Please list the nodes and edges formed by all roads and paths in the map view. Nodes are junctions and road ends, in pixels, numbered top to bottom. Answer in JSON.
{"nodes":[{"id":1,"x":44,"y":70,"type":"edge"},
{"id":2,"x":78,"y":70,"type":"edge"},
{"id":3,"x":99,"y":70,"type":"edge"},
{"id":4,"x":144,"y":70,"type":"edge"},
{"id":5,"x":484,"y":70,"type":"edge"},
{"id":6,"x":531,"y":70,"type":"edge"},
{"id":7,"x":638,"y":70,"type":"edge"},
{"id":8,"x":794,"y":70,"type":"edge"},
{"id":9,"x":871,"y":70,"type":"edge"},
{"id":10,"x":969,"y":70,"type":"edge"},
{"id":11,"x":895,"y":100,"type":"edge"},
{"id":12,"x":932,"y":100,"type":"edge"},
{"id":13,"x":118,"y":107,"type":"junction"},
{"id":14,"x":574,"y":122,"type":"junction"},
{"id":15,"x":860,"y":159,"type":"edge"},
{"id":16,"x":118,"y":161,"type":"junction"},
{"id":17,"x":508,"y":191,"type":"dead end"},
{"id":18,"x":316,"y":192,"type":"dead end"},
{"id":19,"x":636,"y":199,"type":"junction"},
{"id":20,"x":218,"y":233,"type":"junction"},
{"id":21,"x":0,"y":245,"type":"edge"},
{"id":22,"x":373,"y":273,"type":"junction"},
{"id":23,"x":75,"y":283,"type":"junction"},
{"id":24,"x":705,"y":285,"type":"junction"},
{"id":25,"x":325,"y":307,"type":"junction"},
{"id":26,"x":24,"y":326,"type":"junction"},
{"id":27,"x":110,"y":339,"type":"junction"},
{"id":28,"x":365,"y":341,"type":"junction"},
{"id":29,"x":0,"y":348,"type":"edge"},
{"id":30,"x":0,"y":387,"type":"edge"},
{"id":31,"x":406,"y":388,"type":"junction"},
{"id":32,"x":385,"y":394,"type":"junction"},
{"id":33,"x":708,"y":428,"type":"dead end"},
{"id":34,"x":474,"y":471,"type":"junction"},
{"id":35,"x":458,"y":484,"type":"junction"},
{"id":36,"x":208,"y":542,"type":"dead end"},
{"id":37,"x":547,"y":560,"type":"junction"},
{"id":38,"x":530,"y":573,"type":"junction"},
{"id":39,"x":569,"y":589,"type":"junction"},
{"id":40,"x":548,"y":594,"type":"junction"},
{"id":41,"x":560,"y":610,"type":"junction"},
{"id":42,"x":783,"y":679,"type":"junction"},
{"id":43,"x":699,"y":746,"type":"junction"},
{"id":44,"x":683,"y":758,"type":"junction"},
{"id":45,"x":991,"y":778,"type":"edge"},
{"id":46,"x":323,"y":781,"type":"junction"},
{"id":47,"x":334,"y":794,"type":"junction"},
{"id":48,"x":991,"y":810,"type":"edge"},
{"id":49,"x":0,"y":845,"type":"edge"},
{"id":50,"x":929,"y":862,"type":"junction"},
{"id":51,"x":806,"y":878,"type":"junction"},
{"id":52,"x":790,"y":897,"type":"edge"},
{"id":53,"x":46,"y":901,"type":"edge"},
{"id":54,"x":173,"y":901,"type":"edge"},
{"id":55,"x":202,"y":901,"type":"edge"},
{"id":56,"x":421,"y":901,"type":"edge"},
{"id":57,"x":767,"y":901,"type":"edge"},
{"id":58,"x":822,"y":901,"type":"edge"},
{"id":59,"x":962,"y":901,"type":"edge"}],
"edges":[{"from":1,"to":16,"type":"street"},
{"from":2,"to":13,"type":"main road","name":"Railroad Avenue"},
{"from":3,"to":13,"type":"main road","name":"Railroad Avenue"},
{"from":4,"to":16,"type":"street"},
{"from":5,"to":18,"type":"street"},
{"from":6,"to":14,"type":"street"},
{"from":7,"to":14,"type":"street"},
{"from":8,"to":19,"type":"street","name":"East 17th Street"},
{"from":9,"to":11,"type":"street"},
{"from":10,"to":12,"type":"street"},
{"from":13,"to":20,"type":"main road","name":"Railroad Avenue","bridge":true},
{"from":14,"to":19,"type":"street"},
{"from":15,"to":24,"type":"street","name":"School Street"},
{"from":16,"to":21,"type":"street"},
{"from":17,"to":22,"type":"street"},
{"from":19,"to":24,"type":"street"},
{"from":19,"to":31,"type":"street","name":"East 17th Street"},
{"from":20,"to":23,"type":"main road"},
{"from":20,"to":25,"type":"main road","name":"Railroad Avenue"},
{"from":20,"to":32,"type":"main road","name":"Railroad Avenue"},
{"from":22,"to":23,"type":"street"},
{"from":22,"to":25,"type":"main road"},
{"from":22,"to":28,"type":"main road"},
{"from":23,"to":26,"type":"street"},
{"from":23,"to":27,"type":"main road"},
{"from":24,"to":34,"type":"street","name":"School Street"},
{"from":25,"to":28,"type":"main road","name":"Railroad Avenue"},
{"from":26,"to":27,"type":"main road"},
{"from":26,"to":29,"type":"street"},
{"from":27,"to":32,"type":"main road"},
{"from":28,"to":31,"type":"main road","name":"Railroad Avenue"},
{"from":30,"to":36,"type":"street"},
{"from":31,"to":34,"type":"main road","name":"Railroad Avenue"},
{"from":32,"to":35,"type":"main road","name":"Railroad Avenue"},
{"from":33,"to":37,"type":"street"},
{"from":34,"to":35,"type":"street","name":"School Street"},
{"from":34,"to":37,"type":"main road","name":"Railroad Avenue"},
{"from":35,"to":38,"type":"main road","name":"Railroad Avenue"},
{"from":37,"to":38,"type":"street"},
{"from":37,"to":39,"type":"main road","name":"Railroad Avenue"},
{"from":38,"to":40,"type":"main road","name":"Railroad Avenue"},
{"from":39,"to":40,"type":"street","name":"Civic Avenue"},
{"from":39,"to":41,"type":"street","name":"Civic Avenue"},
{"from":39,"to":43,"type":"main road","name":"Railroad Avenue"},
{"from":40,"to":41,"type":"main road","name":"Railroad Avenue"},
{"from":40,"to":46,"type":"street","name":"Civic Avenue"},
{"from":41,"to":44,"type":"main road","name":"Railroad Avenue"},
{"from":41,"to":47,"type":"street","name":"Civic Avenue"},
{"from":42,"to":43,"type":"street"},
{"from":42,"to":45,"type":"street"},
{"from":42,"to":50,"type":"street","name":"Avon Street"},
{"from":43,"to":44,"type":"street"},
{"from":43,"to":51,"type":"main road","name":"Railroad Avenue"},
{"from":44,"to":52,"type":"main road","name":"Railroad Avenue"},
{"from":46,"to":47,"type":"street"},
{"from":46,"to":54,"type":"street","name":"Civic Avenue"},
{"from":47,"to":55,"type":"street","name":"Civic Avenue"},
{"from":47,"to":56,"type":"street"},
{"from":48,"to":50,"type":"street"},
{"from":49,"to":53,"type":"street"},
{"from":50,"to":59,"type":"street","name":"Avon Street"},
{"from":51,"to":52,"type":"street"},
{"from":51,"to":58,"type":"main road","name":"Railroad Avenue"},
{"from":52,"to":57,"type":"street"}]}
● ● ● ● ●
Problem details: Lines in the data that hold "nodes" must be located and copied.

Response to the exercise:
Please list the nodes and edges formed by all roads and paths in the map view. Nodes are junctions and road ends, in pixels, numbered top to bottom. Answer in JSON.
{"nodes":[{"id":1,"x":44,"y":70,"type":"edge"},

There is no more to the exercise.